You can run your own samples from the command line using the Python package mtbdiff to try this out. The code to make these plots is available here.


  • Brites, Daniela et al. “A New Phylogenetic Framework for the Animal-Adapted Mycobacterium tuberculosis Complex.” Frontiers in microbiology vol. 9 2820. 27 Nov. 2018, doi:10.3389/fmicb.2018.02820
  • Faksri, Kiatichai et al. “In silico region of difference (RD) analysis of Mycobacterium tuberculosis complex from sequence reads using RD-Analyzer.” BMC genomics vol. 17,1 847. 2 Nov. 2016, doi:10.1186/s12864-016-3213-1
  • R. Brosch, S. V. Gordon, M. Marmiesse, P. Brodin, C. Buchrieser, K. Eiglmeier, T. Garnier, C. Gutierrez, G. Hewinson, K. Kremer, L. M. Parsons, A. S. Pym, S. Samper, D. van Soolingen, S. T. Cole. A new evolutionary scenario for the Mycobacterium tuberculosis complex.
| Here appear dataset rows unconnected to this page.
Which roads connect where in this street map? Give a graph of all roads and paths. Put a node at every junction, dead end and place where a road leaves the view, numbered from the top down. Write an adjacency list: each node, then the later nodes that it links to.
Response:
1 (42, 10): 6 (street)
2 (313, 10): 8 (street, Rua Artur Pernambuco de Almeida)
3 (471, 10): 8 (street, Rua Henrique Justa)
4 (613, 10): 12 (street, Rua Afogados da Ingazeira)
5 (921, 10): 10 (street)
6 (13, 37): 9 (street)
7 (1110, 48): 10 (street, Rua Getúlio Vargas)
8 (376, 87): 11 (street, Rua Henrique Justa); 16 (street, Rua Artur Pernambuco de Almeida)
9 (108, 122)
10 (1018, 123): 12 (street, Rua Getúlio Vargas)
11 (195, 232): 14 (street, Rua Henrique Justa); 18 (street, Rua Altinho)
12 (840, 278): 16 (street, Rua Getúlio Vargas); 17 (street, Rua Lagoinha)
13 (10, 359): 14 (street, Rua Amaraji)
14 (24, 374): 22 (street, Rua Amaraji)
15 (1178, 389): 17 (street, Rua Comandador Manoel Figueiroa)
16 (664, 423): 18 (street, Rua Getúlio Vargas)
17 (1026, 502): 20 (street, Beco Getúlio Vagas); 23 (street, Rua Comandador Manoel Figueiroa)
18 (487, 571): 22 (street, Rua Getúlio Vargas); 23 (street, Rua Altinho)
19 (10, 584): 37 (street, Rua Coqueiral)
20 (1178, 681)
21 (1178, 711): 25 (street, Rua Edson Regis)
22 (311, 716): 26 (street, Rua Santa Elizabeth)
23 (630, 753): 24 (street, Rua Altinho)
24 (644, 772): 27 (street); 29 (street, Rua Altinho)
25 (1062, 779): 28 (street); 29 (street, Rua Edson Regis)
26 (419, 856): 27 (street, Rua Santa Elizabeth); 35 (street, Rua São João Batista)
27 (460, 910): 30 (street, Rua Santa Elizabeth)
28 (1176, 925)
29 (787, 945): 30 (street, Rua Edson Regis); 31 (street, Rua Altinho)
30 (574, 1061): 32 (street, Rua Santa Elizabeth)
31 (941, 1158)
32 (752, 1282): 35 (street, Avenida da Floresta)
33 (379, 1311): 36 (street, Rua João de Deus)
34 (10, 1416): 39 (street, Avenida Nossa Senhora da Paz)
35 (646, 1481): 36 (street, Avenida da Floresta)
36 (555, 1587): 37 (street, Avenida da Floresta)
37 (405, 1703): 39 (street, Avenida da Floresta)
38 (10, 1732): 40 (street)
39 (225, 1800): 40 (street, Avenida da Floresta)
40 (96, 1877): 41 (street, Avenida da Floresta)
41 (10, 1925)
Proceedings of the National Academy of Sciences Mar 2002, 99 (6) 3684-3689; DOI: 10.1073/pnas.052548299
  • Mostowy S, Inwald J, Gordon S, et al. Revisiting the evolution of Mycobacterium bovis. J Bacteriol. 2005;187(18):6386–6395. doi:10.1128/JB.187.18.6386-6395.2005
  • K. M. Malone and S. V. Gordon, “Strain Variation in the Mycobacterium tuberculosis Complex: Its Role in Biology, Epidemiology and Control,” in Adv. Exp. Med. Biol., vol. 1019, 2017, pp. 79–93.